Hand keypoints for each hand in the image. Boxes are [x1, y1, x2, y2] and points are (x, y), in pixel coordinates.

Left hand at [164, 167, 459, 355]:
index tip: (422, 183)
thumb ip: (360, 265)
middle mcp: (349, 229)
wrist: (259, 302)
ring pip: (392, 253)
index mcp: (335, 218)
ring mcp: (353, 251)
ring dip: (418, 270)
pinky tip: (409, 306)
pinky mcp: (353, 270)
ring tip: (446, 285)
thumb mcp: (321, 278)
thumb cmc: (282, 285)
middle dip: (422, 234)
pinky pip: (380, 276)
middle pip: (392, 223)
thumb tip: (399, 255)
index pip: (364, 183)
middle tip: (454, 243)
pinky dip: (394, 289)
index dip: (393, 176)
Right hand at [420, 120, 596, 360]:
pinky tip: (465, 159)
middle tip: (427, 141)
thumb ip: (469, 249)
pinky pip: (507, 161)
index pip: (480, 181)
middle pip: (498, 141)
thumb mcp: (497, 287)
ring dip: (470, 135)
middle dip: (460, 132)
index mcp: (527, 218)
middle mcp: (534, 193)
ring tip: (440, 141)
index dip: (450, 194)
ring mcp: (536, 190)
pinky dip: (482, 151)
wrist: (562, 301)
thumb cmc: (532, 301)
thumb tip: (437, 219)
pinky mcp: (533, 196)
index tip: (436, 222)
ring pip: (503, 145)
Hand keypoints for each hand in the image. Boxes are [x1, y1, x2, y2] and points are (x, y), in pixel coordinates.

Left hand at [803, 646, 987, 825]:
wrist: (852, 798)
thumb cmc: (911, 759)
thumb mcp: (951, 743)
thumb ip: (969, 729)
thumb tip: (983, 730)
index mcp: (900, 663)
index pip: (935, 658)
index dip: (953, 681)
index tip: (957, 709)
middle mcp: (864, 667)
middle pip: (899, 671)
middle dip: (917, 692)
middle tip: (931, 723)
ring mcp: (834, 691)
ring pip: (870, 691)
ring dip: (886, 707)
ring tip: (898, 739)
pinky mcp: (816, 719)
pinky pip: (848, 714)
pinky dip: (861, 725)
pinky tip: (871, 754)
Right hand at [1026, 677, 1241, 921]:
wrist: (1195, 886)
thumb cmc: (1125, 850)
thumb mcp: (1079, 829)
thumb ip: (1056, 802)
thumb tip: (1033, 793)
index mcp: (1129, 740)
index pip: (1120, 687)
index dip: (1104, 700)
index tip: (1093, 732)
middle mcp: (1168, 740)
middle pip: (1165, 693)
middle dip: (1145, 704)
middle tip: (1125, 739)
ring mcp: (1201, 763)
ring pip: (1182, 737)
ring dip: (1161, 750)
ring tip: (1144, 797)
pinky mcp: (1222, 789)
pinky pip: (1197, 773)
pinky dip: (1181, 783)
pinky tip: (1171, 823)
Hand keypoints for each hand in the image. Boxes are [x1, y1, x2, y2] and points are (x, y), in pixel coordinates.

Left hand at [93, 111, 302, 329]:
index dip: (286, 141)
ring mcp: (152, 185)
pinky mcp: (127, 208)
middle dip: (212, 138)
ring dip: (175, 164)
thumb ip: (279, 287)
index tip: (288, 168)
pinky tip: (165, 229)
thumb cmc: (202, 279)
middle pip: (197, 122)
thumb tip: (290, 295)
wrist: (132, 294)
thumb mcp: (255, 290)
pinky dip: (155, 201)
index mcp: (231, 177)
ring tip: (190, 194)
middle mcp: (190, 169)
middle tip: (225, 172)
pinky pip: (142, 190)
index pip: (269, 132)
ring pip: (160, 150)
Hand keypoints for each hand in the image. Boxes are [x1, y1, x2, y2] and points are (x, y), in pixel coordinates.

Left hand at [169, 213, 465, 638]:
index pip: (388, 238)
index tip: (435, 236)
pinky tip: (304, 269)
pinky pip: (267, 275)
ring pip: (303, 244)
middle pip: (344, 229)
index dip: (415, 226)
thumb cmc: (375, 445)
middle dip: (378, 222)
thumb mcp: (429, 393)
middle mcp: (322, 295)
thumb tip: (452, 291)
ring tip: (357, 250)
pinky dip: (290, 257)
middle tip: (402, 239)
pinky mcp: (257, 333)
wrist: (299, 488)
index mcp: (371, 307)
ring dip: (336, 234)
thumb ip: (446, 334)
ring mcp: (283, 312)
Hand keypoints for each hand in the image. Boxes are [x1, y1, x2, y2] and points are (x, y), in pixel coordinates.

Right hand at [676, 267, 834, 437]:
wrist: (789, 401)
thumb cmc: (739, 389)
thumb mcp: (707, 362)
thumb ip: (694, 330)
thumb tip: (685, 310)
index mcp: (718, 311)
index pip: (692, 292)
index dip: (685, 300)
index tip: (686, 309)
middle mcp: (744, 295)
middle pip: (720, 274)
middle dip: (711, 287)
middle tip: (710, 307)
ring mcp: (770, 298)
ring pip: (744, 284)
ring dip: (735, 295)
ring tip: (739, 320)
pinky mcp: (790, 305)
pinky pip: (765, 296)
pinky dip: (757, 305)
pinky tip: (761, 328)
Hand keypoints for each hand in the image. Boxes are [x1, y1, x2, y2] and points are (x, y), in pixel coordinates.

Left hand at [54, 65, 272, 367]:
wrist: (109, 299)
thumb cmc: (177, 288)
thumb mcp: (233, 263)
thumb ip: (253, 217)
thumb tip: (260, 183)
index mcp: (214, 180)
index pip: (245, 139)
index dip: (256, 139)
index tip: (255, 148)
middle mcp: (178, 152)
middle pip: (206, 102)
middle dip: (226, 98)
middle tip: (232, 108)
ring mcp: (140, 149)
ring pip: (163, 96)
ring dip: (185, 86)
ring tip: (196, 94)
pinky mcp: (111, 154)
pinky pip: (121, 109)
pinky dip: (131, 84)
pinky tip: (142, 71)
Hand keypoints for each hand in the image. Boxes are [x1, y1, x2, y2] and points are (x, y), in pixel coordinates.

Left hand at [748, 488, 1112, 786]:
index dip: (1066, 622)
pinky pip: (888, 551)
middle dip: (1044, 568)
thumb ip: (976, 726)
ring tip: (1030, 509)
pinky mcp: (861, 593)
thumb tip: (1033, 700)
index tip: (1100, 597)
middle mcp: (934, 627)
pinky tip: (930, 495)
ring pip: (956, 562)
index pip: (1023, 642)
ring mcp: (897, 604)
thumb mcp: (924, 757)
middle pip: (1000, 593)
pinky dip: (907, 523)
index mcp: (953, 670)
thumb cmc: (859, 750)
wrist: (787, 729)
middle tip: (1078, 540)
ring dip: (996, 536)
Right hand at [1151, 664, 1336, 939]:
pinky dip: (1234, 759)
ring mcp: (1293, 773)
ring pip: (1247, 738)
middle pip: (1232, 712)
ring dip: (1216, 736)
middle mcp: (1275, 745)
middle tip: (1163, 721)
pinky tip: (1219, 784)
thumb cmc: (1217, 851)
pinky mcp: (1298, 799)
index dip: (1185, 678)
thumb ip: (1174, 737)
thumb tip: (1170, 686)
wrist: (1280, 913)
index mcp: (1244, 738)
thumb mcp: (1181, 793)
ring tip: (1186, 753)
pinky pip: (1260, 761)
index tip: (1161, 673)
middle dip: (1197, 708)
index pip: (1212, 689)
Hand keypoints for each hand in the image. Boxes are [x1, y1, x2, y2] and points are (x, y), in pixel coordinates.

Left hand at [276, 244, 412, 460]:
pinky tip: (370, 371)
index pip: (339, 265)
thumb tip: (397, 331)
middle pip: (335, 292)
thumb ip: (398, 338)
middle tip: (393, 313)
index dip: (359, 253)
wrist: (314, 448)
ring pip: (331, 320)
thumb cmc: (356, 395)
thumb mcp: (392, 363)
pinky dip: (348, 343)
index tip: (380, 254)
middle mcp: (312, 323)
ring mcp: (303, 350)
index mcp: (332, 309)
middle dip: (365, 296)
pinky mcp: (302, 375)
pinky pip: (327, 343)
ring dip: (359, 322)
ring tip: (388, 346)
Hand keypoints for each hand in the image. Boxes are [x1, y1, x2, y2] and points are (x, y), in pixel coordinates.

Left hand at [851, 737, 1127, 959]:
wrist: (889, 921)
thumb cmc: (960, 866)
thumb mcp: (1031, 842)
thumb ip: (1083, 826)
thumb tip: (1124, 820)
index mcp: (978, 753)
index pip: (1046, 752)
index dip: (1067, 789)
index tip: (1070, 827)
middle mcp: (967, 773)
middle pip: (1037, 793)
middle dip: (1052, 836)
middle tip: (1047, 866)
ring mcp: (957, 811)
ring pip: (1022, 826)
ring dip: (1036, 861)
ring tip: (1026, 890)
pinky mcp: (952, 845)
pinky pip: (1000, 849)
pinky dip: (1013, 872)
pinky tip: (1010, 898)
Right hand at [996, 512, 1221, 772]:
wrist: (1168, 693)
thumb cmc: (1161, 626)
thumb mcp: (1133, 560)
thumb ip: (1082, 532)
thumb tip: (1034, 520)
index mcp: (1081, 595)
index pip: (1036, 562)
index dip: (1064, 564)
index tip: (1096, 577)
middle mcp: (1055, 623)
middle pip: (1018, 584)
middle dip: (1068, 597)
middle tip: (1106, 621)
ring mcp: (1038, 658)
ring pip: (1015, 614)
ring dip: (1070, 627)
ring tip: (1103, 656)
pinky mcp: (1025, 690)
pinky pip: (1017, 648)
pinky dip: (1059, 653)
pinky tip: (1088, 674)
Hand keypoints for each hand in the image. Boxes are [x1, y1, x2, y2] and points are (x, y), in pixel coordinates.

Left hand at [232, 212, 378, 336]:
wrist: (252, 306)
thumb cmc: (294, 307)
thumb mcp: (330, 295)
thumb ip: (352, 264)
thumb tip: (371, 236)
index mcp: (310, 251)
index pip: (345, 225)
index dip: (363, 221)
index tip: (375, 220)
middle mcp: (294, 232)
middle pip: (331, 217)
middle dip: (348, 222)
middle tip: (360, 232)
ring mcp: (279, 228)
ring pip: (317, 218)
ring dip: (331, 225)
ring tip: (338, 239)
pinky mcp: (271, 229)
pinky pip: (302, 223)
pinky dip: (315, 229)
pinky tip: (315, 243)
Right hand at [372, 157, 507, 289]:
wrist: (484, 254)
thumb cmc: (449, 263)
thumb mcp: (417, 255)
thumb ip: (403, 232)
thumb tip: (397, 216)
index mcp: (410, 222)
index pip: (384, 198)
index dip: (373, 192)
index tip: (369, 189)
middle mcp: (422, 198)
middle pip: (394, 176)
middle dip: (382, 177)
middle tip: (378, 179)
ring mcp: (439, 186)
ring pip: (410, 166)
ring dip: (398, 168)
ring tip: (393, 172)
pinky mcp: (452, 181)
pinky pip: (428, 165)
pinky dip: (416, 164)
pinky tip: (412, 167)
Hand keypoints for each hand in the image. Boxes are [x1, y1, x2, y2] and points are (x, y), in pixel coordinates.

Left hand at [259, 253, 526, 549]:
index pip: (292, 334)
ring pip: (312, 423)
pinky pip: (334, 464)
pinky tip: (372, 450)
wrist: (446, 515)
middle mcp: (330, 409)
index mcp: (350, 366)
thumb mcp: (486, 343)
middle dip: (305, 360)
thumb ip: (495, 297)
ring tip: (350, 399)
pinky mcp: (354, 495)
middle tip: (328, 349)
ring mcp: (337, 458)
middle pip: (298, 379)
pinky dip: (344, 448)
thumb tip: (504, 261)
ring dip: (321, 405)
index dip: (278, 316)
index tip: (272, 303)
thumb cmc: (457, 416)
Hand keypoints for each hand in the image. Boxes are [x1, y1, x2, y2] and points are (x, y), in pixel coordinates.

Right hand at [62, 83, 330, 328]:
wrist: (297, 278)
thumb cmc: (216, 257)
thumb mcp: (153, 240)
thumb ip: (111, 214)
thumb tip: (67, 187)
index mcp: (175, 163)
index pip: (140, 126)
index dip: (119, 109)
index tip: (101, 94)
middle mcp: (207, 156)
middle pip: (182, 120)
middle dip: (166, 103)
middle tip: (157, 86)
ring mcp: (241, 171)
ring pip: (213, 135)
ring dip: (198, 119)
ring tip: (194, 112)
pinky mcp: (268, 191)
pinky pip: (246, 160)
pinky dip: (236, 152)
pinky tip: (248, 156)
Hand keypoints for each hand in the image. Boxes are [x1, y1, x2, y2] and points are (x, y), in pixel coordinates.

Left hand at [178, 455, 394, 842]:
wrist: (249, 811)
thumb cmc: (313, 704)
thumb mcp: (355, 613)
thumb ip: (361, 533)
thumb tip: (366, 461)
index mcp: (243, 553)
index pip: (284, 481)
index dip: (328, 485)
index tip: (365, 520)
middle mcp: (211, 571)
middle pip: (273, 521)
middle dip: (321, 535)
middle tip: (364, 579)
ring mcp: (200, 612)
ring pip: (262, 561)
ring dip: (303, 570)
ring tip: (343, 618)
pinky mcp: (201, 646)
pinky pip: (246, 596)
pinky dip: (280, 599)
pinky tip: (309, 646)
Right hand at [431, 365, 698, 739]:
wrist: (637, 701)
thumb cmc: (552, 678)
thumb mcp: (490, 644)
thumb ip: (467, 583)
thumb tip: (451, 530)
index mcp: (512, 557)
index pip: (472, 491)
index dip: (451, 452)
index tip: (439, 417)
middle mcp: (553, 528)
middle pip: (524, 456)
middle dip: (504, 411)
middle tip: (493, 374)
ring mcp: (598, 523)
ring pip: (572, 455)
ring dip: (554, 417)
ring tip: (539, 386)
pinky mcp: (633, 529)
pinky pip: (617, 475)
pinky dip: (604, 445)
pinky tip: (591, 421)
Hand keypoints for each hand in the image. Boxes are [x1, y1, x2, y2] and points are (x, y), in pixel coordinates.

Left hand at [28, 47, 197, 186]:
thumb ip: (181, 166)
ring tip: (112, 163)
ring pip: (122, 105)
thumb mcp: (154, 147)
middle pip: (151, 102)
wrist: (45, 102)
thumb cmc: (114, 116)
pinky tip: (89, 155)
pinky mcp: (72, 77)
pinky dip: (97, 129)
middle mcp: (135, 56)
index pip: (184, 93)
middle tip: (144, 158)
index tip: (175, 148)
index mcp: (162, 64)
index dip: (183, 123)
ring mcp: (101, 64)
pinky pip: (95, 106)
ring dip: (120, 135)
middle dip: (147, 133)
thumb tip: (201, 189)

------------------------------

Each line from the beginning of the entries to the line with "pinky dip: (482, 151)" must be repeated exactly, with both end lines kept and no other lines given.

_Output below_
Hand keypoints for each hand in the image. Boxes are [x1, y1, x2, y2] and points are (x, y), in pixel coordinates.

Left hand at [164, 167, 459, 355]:
index tip: (422, 183)
thumb ip: (360, 265)
middle mcp: (349, 229)
wrist: (259, 302)
ring pip: (392, 253)
index mcp: (335, 218)
ring mcp: (353, 251)
ring dip: (418, 270)
pinky tip: (409, 306)
pinky mcp: (353, 270)
ring tip: (446, 285)
thumb mcp: (321, 278)
thumb cmc: (282, 285)
middle dip: (422, 234)
pinky pip: (380, 276)
middle pip: (392, 223)
thumb tip: (399, 255)
index pip: (364, 183)
middle tip: (454, 243)
pinky dip: (394, 289)
index dip: (393, 176)
Right hand at [420, 120, 596, 360]:
pinky tip: (465, 159)
middle tip: (427, 141)
thumb ip: (469, 249)
pinky pip: (507, 161)
index pip: (480, 181)
middle pip: (498, 141)
thumb mcp: (497, 287)
ring dip: (470, 135)
middle dip: (460, 132)
index mcp: (527, 218)
middle mcp: (534, 193)
ring tip: (440, 141)
index dip: (450, 194)
ring mcp: (536, 190)
pinky dip: (482, 151)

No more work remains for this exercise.